O setor de turismo de aventura do Nepal enfrenta um desafio crítico após inundações devastadoras desencadeadas pelo colapso de uma geleira nos Himalaias. As inundações, que começaram em 26 de agosto, resultaram em um número de mortos de 987 e deixaram aproximadamente 4.250 pessoas desaparecidas.
Este desastre provocou apelos por ação climática internacional do Primeiro-Ministro nepalês Balendra Shah e foi descrito por Rajendra Bahadur Lama, secretário-geral da Associação de Montanhismo do Nepal, como um 'aviso sério' para a indústria do turismo. Ele enfatizou a necessidade de uma mudança em direção a um modelo de turismo mais seguro e resiliente ao clima.

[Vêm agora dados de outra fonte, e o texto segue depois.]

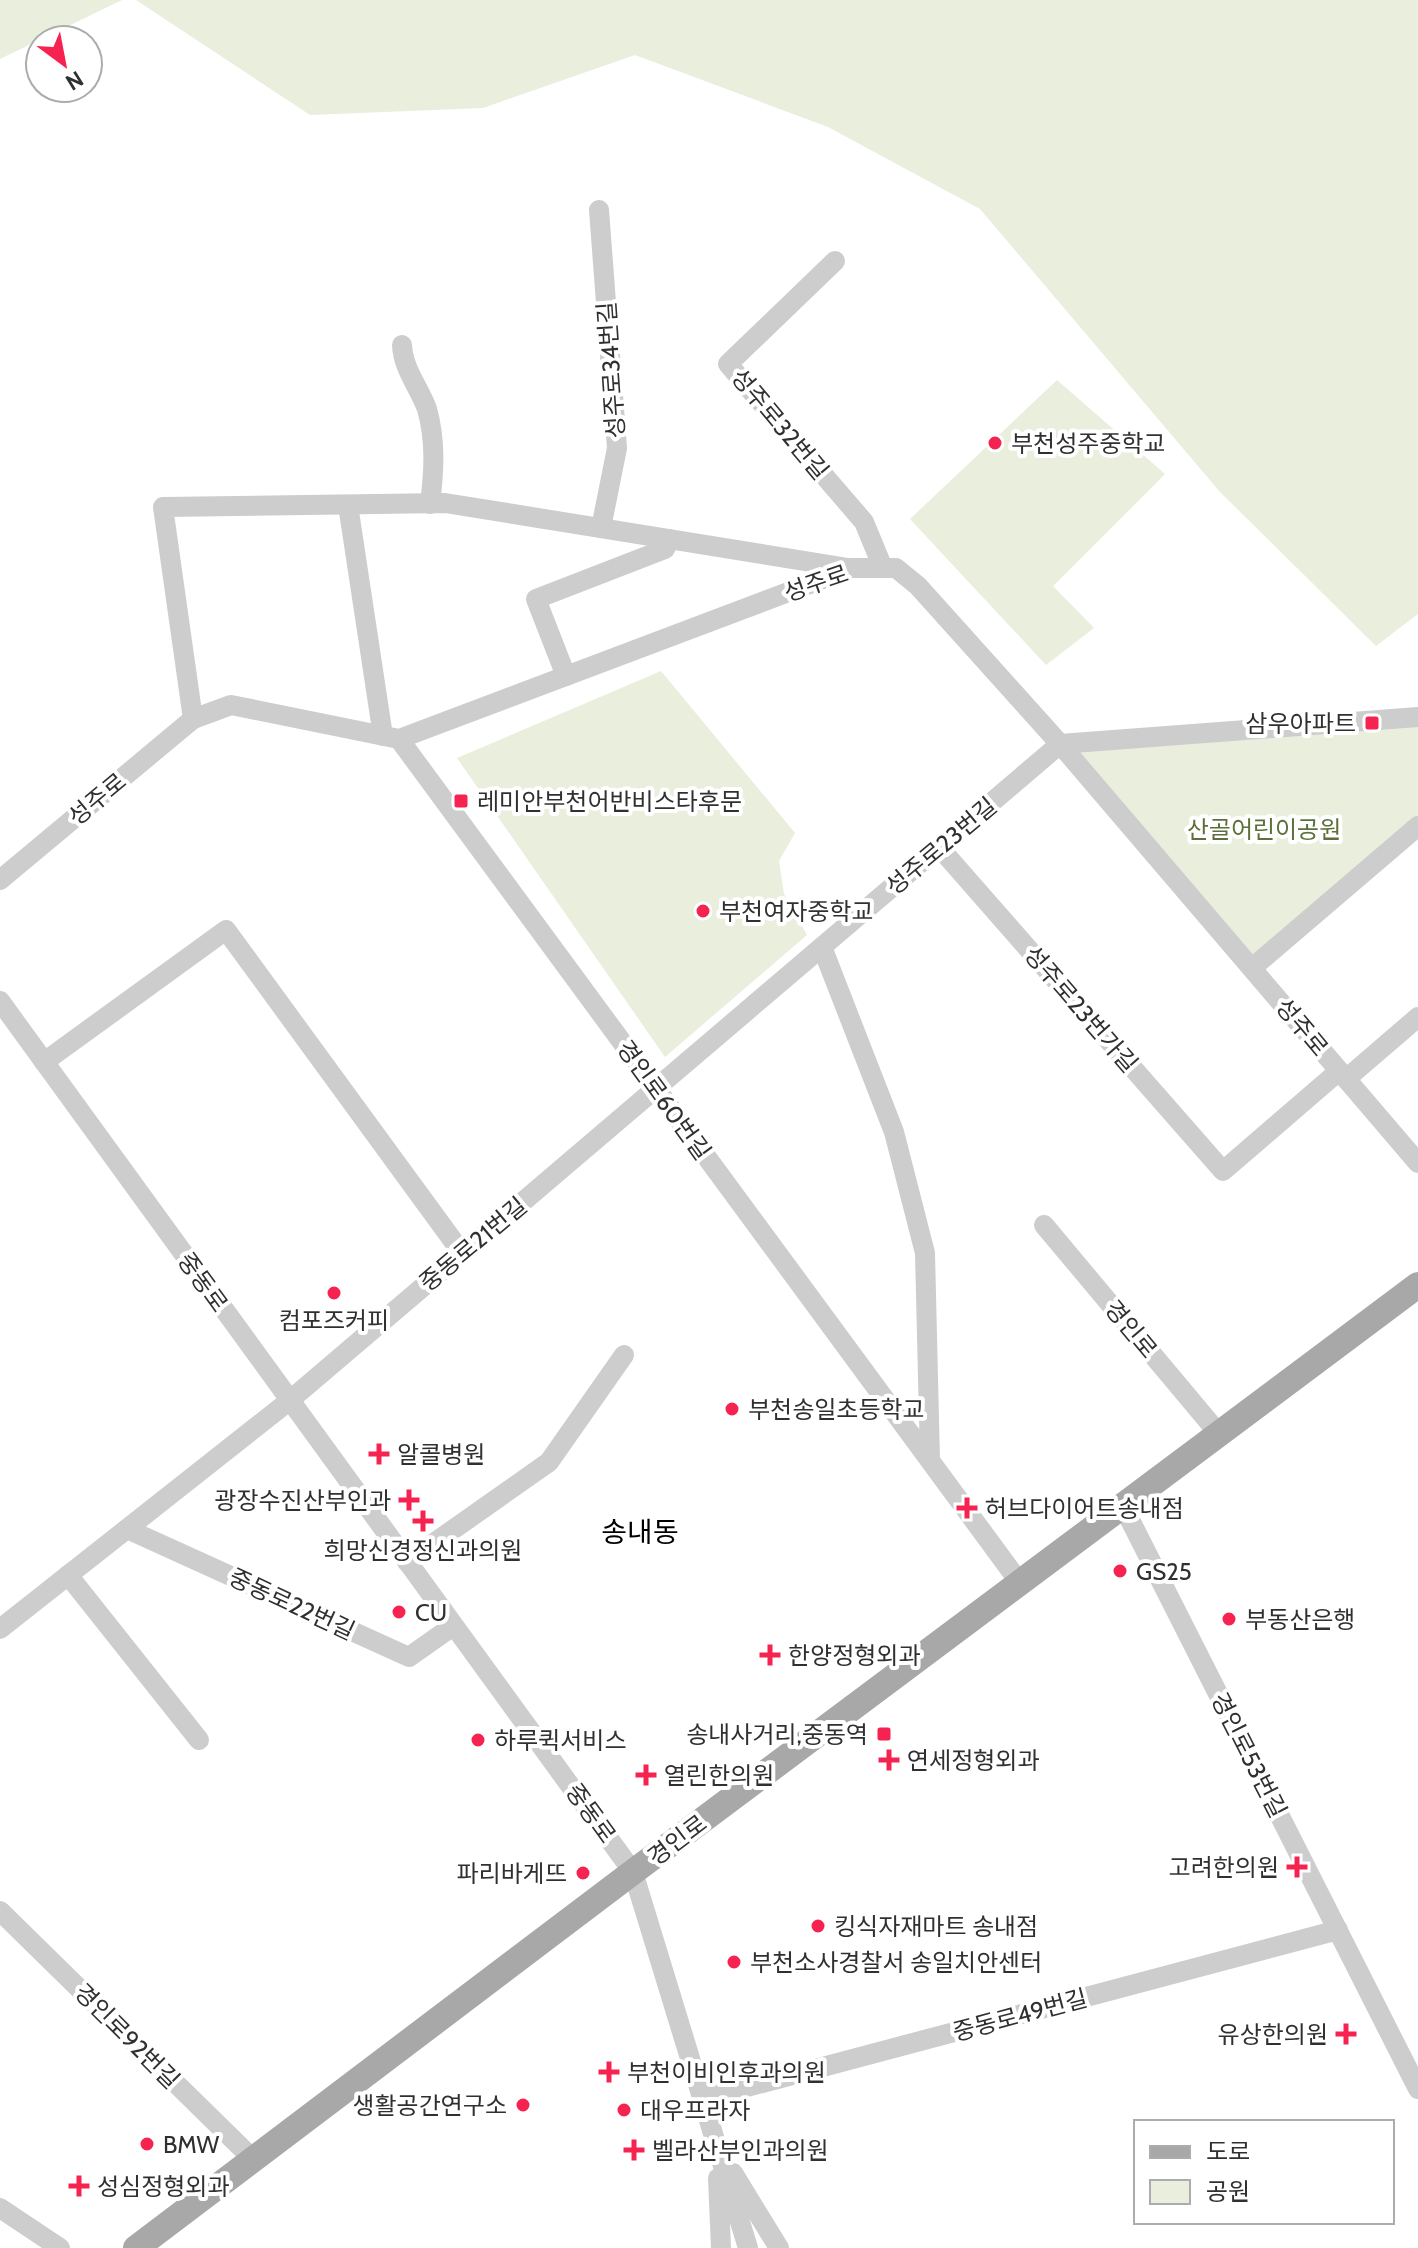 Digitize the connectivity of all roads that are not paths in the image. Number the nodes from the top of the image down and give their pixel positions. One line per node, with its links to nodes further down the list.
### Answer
1 (599, 210): 6 (street, 성주로34번길)
2 (835, 261): 9 (street, 성주로32번길)
3 (402, 345): 4 (street)
4 (430, 504): 5 (street); 6 (street)
5 (348, 505): 12 (street); 13 (street)
6 (601, 528): 7 (street)
7 (669, 539): 8 (street); 10 (street)
8 (852, 568): 9 (street, 성주로); 10 (street, 성주로)
9 (883, 568): 14 (street, 성주로)
10 (566, 676): 13 (street, 성주로)
11 (1418, 717): 14 (street)
12 (193, 719): 13 (street, 성주로); 17 (street, 성주로)
13 (391, 738): 24 (street, 경인로60번길)
14 (1060, 744): 16 (street, 성주로23번길); 19 (street, 성주로)
15 (1418, 826): 19 (street)
16 (939, 847): 18 (street, 성주로23번길); 26 (street, 성주로23번가길)
17 (0, 880)
18 (822, 947): 24 (street, 성주로23번길); 33 (street)
19 (1252, 968): 23 (street, 성주로)
20 (0, 1002): 22 (street, 중동로)
21 (1418, 1017): 23 (street)
22 (44, 1062): 28 (street); 31 (street, 중동로)
23 (1343, 1075): 25 (street, 성주로); 26 (street, 성주로)
24 (656, 1089): 28 (street, 중동로21번길); 33 (street, 경인로60번길)
25 (1418, 1163)
26 (1223, 1171)
27 (1044, 1225): 32 (street, 경인로)
28 (462, 1253): 31 (street, 중동로21번길)
29 (1418, 1285): 32 (main road, 경인로)
30 (624, 1355): 36 (street)
31 (289, 1401): 35 (street); 36 (street, 중동로)
32 (1219, 1434): 34 (main road, 경인로)
33 (930, 1460): 38 (street, 경인로60번길)
34 (1123, 1506): 38 (main road, 경인로); 44 (street, 경인로53번길)
35 (127, 1529): 37 (street); 39 (street, 중동로22번길)
36 (407, 1562): 39 (street, 중동로)
37 (68, 1575): 40 (street); 41 (street)
38 (1020, 1583): 42 (main road, 경인로)
39 (453, 1626): 42 (street, 중동로)
40 (0, 1629)
41 (199, 1740)
42 (633, 1872): 46 (street, 중동로); 48 (main road, 경인로)
43 (0, 1911): 48 (street, 경인로92번길)
44 (1338, 1930): 45 (street, 경인로53번길); 46 (street, 중동로49번길)
45 (1418, 2089)
46 (702, 2099): 47 (street, 중동로)
47 (716, 2146): 52 (street, 중동로); 53 (street, 중동로); 54 (street, 중동로)
48 (254, 2160): 51 (main road, 경인로)
49 (0, 2208): 50 (street)
50 (60, 2248)
51 (136, 2248)
52 (721, 2248)
53 (748, 2248)
54 (779, 2248)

O custo estimado da recuperação varia entre 4 bilhões e 5 bilhões de dólares, o que representa quase 10% da economia do Nepal. Como resultado das inundações, muitos turistas cancelaram suas reservas, especialmente da Europa, justo quando o país entra em sua alta temporada de viagens de 15 de setembro a 15 de novembro.

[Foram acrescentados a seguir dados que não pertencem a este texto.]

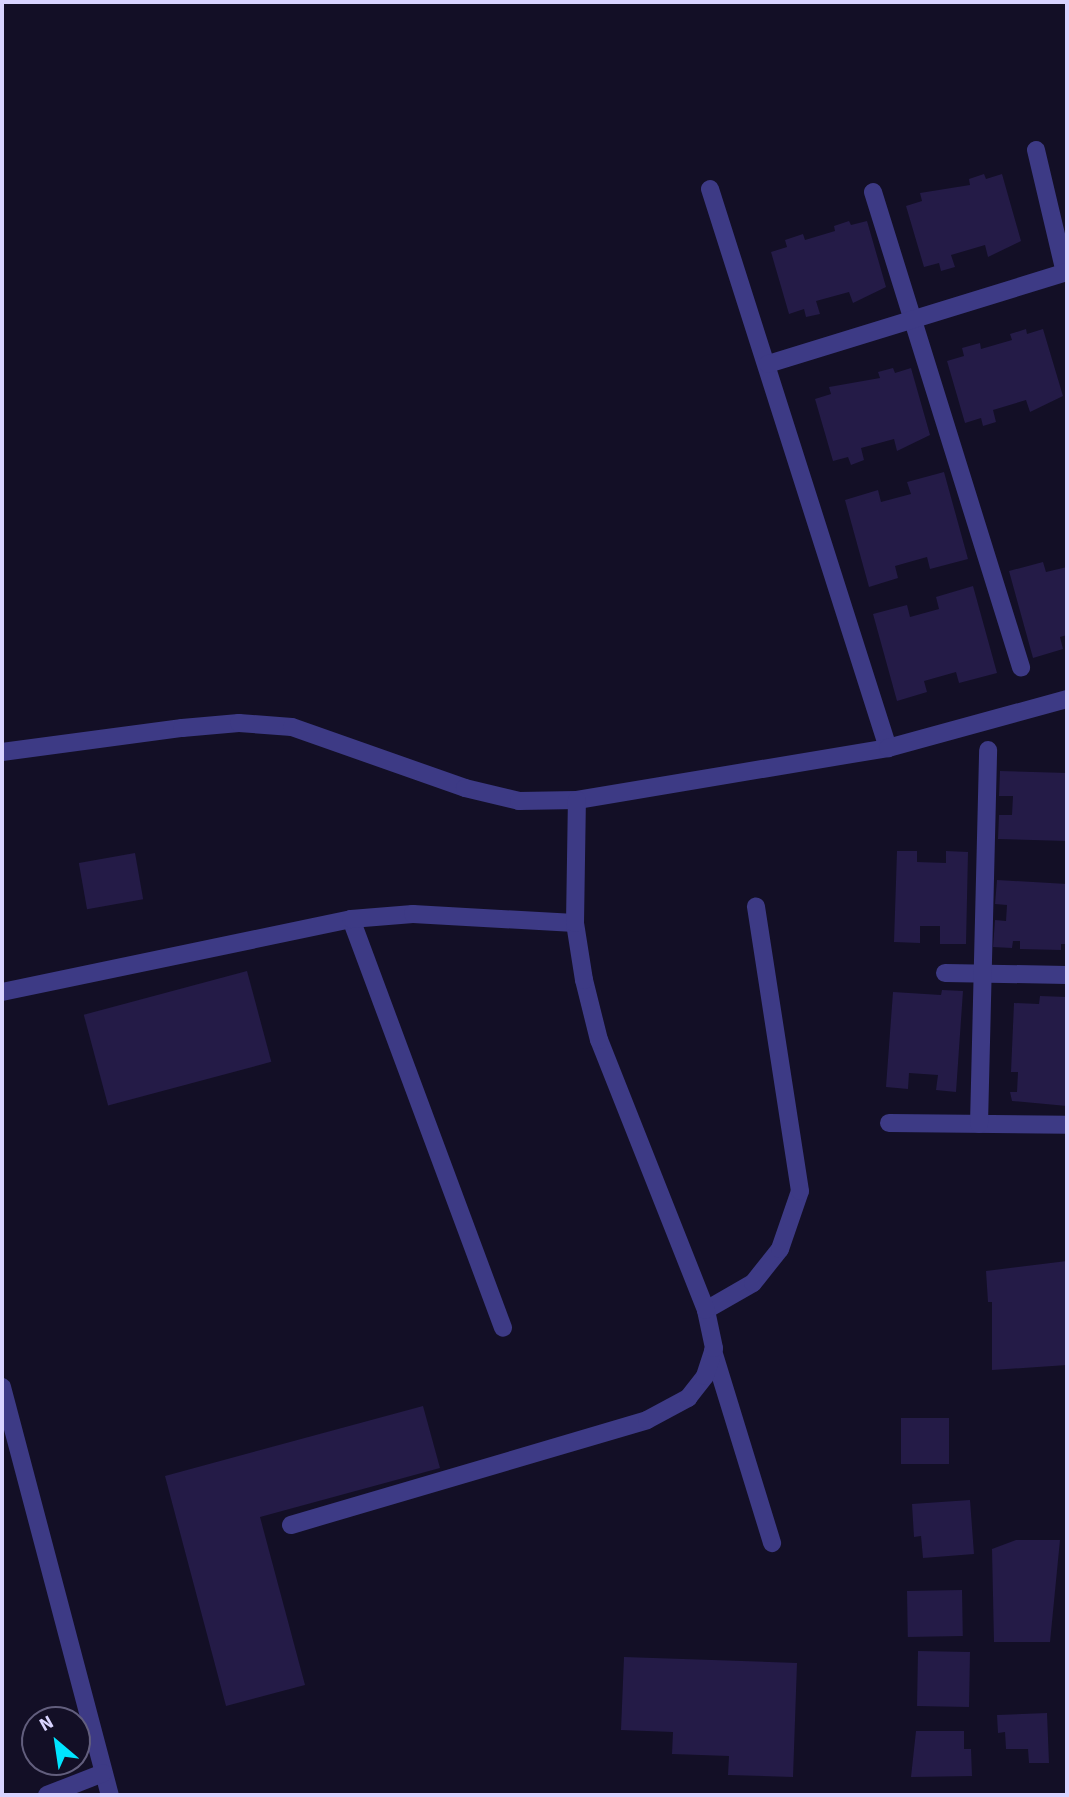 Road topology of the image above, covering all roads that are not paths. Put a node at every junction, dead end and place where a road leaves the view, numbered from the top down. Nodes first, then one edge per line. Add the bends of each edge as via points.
1 (1036, 150) dead end
2 (710, 189) dead end
3 (873, 192) dead end
4 (1066, 273) edge
5 (915, 319) junction
6 (768, 364) junction
7 (1021, 667) dead end
8 (1067, 699) edge
9 (888, 748) junction
10 (988, 750) dead end
11 (2, 752) edge
12 (577, 800) junction
13 (756, 906) dead end
14 (351, 919) junction
15 (575, 923) junction
16 (945, 973) dead end
17 (984, 975) junction
18 (1067, 975) edge
19 (2, 992) edge
20 (889, 1123) dead end
21 (979, 1124) junction
22 (1067, 1125) edge
23 (706, 1310) junction
24 (503, 1328) dead end
25 (713, 1351) junction
26 (2, 1387) edge
27 (291, 1525) dead end
28 (772, 1542) dead end
29 (103, 1773) junction
30 (47, 1795) edge
31 (110, 1795) edge

1 - 4 street
2 - 6 street
3 - 5 street
4 - 5 street
5 - 6 street
5 - 7 street
6 - 9 street
8 - 9 street
9 - 12 street
10 - 17 street
11 - 12 street via 239,723 292,727 465,788 519,800
12 - 15 street
13 - 23 street via 800,1191 780,1248 753,1283
14 - 15 street via 414,914
14 - 19 street
14 - 24 street
15 - 23 street via 600,1040
16 - 17 street
17 - 18 street
17 - 21 street
20 - 21 street
21 - 22 street
23 - 25 street
25 - 27 street via 705,1376 688,1398 647,1420
25 - 28 street
26 - 29 street
29 - 30 street
29 - 31 street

Saroj Bhandari, proprietário do albergue Wander Thirst em Catmandu, antecipa uma queda significativa nas taxas de ocupação, projetando apenas 60% de capacidade em comparação com 100% no ano anterior. As inundações não apenas interromperam o turismo, mas também danificaram infraestrutura crítica, incluindo estradas e instalações de hidrelétricas.

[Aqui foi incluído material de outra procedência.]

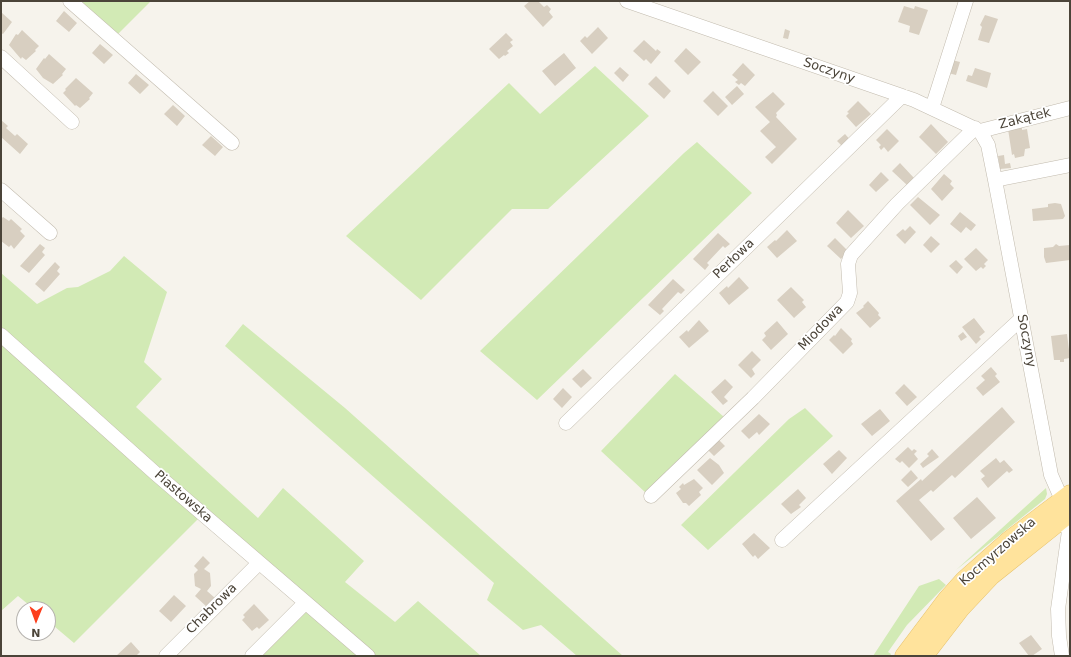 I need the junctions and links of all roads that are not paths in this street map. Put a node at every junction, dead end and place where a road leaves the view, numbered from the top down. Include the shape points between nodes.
1 (70, 1) edge
2 (627, 1) edge
3 (966, 1) edge
4 (1, 56) edge
5 (902, 96) junction
6 (932, 108) junction
7 (1070, 108) edge
8 (72, 122) dead end
9 (978, 129) junction
10 (232, 142) dead end
11 (1070, 165) edge
12 (995, 180) junction
13 (1, 190) edge
14 (50, 234) dead end
15 (1022, 318) junction
16 (1, 335) edge
17 (566, 423) dead end
18 (651, 496) dead end
19 (1067, 515) edge
20 (782, 540) dead end
21 (259, 563) junction
22 (306, 603) junction
23 (166, 656) edge
24 (252, 656) edge
25 (368, 656) edge
26 (904, 656) edge
27 (924, 656) edge
28 (1062, 656) edge

1 - 10 street
2 - 5 street, Soczyny
3 - 6 street
4 - 8 street
5 - 6 street, Soczyny
5 - 17 street, Perłowa
6 - 9 street, Soczyny
7 - 9 street, Zakątek
9 - 12 street, Soczyny via 988,145
9 - 18 street, Miodowa via 897,204 851,255 848,264 850,293 847,302 753,398
11 - 12 street
12 - 15 street, Soczyny
13 - 14 street
15 - 19 street, Soczyny via 1051,475
15 - 20 street
16 - 21 street, Piastowska
19 - 26 main road, Kocmyrzowska via 995,551 947,599
19 - 27 main road, Kocmyrzowska via 986,581 956,612
19 - 28 street via 1058,609
21 - 22 street, Piastowska
21 - 23 street, Chabrowa
22 - 24 street
22 - 25 street, Piastowska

A embaixada dos EUA na China alertou sobre riscos adicionais de deslizamentos de terra e inundações, enquanto as Nações Unidas destacaram as implicações mais amplas das inundações glaciares na região do Himalaia. Especialistas enfatizam a importância de monitorar e se preparar para tais desastres à medida que as mudanças climáticas continuam a impactar a estabilidade das regiões montanhosas.